Wie lange dauert es durchschnittlich, bis eine Diagnose gestellt wird?

Bei Morbus Fabry geht man von etwa 16 Jahren bei Frauen und 14 Jahren bei Männern zwischen Symptombeginn und Diagnose aus. Bei Morbus Pompe hängt es von der Verlaufsform ab. Bei der schweren infantilen Form (IOPD) sind es etwa 6 Monate, bei der später einsetzenden Form, der late Onset Form (LOPD) etwa 12 Jahre. In manchen Ländern gibt es für Fabry und Pompe ein Neugeborenenscreening, in Deutschland ist das leider noch nicht der Fall. Die Herausforderung für Ärzte ist daher, die Symptome richtig in Zusammenhang zu bringen, um den Erkrankungen auf die Spur zu kommen.

Warum ist eine möglichst frühe Diagnose so wichtig und welche Rolle spielt die Familienanamnese bei erblich bedingten Erkrankungen wie Morbus Fabry und Morbus Pompe?

Da es sich um chronisch fortschreitende Erkrankungen handelt, bedeutet eine möglichst frühe Diagnose und Behandlung, dass potenziell weniger Gewebe oder gar Organe unwiderruflich geschädigt werden.
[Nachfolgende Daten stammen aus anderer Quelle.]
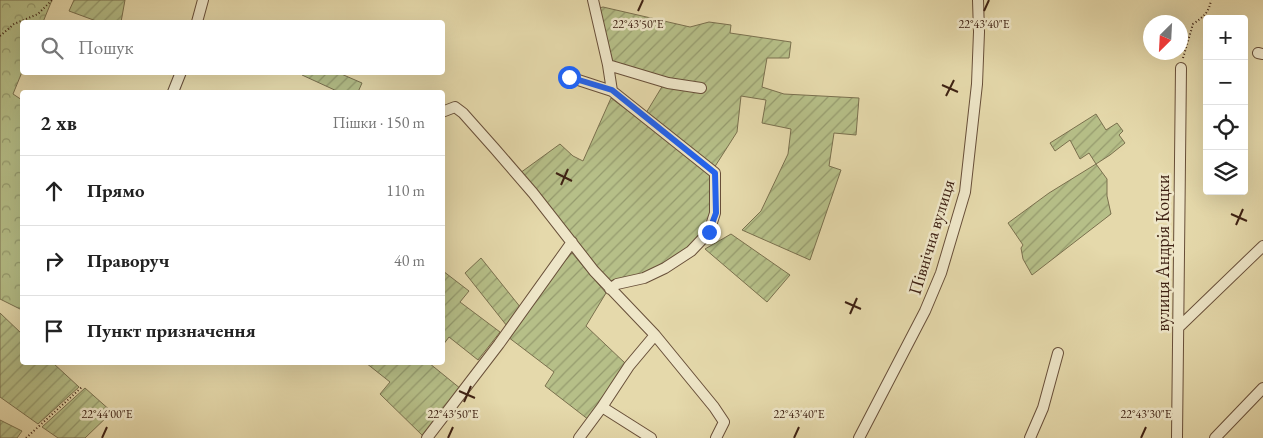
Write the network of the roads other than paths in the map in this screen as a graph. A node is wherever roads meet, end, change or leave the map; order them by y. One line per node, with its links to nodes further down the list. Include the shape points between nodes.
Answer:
1 (203, 0): 4 (street)
2 (593, 0): 5 (street)
3 (978, 0): 25 (street, Північна вулиця, via 978,84 965,192 941,273 925,311)
4 (198, 20)
5 (608, 65): 9 (street, via 668,83); 11 (street)
6 (1181, 68): 16 (street, вулиця Андрія Коцки)
7 (180, 75): 10 (street)
8 (569, 77): 11 (street)
9 (700, 88)
10 (174, 90)
11 (612, 90): 15 (street, via 715,173 716,213 709,232 691,251 644,278 617,284)
12 (445, 111): 13 (street, via 454,107 463,113)
13 (572, 242): 15 (street); 21 (street)
14 (1263, 246): 16 (street)
15 (610, 289): 17 (street)
16 (1178, 328): 27 (street, вулиця Андрія Коцки)
17 (655, 335): 20 (street, via 629,366); 24 (street, via 724,422)
18 (1058, 353): 26 (street, via 1043,408)
19 (1263, 388): 28 (street)
20 (602, 407): 22 (street); 23 (street)
21 (427, 438)
22 (579, 438)
23 (651, 438)
24 (716, 438)
25 (858, 438)
26 (1030, 438)
27 (1177, 438)
28 (1215, 438)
Man kann also therapeutisch eingreifen, bevor schwere Organschäden entstehen. Zwar gibt es noch keine Therapien, die die Erkrankungen heilen, aber man kann das Fortschreiten der Erkrankungen verlangsamen oder manchmal auch für eine Zeit stoppen. Das wirkt sich natürlich positiv auf die Lebensqualität der Betroffenen aus.

Die Familienanamnese ist deshalb so wichtig, da die beiden Erkrankungen ererbt sind, das heißt, die Genveränderung liegt in der Familie. Mit einer Stammbaumanalyse kann man somit weitere Betroffene herausfinden, bevor sie Krankheitssymptome haben, diese noch nicht bemerkt haben oder auch Symptome haben, deren Ursache bislang noch nicht gefunden wurde.

Sowohl für Morbus Fabry als auch für Morbus Pompe stehen glücklicherweise gut wirksame Behandlungsoptionen zur Verfügung. Können Sie uns erklären, wie diese wirken und wie sie sich auf die Lebensqualität Betroffener auswirken können?

Es gibt derzeit 2 Enzymersatztherapien und eine Kombinationstherapie (Enzymersatztherapie in Kombination mit einer oral einzunehmenden Kapsel) bei Morbus Pompe und 3 Enzymersatztherapien sowie eine Chaperontherapie bei Morbus Fabry. Bei der Enzymersatztherapie wird das fehlende Enzym künstlich hergestellt und als Infusion über die Vene verabreicht. Damit wird das Enzym, welches vom Köper nicht ausreichend oder gar nicht gebildet wird, ersetzt. So können zwar bereits entstandene Schäden nicht rückgängig gemacht werden, aber es können weitere Schäden verhindert werden. So ist eine Verlangsamung des Fortschreitens der Erkrankung, manchmal sogar ein Aufhalten möglich. Bei Morbus Fabry gibt es auch eine orale Therapie, eine sogenannte Chaperontherapie. Sie kann aber nur bei bestimmten Genveränderungen angewendet werden, nämlich solchen, die zu einer gestörten Faltung des Enzyms führen. Hier kann durch die Chaperontherapie die Struktur des Enzyms wieder hergestellt werden, damit es wirken kann. Diese Kapsel wird alle 2 Tage eingenommen. Bei allen Therapien handelt es sich um lebenslange Therapien.

Neuere Therapieansätze sind beispielsweise Gentherapien. Hierbei wird das Erbmaterial so verändert, dass es selbständig das entsprechende Enzym produzieren kann. Aber diese Therapieansätze sind noch in klinischer Erprobung. Neben der Verhinderung weiterer Schäden durch ein Fortschreiten der Erkrankung und weiteren Symptomen steht natürlich die Lebensqualität der Betroffenen im Vordergrund. Viele Patienten berichten, dass sie sich besser fühlen, mehr Energie und Ausdauer haben, aktiver am sozialen Leben teilnehmen können. Und das ist ja das Ziel.